> **WORK TO BE COMPLETED**: Count lines holding the string "linecap" in the data that follows. Reply with one number only.

^^^^^^^^

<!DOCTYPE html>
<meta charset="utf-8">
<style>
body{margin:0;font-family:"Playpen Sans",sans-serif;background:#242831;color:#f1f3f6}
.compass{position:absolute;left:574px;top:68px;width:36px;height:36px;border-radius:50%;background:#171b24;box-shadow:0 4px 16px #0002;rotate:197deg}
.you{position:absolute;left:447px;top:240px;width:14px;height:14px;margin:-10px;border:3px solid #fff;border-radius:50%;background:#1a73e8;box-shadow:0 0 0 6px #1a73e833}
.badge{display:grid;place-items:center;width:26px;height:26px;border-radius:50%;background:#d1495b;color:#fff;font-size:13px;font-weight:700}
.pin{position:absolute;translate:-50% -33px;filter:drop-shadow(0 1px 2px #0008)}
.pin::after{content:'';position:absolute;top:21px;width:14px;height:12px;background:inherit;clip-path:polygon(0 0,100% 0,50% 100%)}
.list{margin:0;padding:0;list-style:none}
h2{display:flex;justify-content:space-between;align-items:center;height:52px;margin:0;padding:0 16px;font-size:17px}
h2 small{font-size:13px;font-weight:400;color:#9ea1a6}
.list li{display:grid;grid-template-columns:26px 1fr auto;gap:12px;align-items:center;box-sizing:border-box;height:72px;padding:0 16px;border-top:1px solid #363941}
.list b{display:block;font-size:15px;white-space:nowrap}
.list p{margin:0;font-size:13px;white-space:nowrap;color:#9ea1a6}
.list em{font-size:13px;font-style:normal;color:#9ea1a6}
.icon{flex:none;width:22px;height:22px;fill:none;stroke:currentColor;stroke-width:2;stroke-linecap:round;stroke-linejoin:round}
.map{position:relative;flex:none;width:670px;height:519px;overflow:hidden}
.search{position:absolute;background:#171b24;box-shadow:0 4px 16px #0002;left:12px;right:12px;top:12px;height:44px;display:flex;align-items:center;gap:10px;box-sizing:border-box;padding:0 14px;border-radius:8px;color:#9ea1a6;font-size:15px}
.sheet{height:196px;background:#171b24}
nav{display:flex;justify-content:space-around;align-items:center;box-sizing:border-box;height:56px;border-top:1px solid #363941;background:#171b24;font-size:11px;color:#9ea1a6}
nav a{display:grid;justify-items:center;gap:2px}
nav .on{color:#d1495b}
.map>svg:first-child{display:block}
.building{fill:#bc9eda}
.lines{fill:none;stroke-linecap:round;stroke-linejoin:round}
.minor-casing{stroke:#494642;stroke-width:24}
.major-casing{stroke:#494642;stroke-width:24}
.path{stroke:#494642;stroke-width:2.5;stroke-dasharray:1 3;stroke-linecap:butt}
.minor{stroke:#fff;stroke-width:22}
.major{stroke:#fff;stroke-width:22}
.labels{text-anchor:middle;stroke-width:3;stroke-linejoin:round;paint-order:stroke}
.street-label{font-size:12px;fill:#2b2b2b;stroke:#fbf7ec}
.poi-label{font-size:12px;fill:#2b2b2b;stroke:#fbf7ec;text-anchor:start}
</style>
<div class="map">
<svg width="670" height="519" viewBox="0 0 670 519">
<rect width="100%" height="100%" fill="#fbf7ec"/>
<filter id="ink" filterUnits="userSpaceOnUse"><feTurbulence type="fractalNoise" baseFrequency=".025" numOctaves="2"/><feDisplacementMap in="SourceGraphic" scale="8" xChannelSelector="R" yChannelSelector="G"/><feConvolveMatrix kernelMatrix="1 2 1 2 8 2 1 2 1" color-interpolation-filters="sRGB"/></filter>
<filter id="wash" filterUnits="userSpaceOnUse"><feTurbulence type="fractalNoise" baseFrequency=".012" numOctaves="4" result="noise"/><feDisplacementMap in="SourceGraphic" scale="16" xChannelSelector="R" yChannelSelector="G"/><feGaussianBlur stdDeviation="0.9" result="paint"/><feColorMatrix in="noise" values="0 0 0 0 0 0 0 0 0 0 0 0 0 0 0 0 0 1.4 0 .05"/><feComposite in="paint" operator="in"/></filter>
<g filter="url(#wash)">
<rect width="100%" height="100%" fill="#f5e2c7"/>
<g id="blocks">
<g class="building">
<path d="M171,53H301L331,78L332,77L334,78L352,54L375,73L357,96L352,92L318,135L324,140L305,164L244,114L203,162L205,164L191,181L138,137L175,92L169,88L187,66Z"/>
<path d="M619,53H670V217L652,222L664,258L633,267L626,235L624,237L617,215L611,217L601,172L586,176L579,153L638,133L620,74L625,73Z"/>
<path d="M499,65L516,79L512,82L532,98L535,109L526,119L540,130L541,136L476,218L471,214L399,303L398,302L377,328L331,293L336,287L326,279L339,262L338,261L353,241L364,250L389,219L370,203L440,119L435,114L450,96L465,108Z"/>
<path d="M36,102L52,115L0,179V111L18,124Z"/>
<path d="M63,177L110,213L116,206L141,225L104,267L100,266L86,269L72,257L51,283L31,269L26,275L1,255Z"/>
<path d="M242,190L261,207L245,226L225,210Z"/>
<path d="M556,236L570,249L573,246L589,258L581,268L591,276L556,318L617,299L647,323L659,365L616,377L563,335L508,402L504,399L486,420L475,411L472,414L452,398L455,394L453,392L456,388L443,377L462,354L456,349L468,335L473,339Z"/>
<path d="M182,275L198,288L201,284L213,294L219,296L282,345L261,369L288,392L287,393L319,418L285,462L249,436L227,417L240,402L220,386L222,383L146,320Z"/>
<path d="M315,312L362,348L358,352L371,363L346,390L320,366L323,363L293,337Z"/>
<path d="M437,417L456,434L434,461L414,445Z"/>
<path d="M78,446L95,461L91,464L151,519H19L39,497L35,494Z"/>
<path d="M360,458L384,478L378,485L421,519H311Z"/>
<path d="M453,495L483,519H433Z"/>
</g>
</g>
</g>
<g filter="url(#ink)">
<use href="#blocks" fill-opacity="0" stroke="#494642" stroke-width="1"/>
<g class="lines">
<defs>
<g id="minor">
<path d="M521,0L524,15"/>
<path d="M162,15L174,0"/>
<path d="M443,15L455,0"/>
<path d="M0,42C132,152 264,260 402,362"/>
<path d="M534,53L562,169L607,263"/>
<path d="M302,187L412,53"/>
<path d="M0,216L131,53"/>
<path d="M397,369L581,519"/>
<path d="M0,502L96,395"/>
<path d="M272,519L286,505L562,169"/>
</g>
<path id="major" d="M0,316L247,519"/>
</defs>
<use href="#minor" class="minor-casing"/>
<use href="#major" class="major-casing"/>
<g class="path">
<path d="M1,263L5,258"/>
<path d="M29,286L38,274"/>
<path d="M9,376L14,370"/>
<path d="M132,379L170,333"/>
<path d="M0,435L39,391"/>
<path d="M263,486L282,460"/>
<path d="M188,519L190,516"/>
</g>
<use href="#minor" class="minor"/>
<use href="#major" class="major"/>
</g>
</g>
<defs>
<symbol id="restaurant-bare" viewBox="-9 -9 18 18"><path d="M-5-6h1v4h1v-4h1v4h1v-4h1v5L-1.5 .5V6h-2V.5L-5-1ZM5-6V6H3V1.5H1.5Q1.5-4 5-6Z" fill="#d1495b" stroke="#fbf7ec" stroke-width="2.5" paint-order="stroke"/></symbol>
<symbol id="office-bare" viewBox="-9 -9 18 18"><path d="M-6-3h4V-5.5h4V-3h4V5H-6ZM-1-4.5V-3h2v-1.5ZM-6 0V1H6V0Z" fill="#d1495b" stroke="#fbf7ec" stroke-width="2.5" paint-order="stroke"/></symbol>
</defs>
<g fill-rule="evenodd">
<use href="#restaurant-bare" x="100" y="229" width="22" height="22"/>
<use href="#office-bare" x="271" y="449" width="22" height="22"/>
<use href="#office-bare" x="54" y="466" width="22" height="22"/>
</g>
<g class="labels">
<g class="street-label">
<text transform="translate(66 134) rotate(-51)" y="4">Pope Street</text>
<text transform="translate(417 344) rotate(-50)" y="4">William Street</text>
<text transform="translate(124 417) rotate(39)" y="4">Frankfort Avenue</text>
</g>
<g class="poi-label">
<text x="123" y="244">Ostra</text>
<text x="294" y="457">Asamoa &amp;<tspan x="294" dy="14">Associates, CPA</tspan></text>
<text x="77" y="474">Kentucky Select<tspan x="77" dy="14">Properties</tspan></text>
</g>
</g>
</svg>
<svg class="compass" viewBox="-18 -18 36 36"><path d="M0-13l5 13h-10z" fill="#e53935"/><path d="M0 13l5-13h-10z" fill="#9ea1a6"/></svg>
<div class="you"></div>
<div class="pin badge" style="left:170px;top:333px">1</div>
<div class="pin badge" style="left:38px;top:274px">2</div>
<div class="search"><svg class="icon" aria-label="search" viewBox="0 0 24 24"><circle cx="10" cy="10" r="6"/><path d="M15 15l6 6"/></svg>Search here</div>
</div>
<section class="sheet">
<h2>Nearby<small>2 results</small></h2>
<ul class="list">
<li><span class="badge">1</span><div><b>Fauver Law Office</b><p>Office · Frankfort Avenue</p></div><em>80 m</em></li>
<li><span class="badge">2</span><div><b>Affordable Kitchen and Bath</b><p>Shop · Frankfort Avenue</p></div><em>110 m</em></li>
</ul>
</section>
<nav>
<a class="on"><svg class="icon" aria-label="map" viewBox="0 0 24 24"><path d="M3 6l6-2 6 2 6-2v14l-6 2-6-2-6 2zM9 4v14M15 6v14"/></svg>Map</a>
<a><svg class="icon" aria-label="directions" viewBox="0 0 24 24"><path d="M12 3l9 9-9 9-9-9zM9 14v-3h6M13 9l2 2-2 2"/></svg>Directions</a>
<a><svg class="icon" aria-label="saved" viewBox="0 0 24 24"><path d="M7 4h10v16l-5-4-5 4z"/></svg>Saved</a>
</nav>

^^^^^^^^

> **EXERCISE OUTPUT**: 3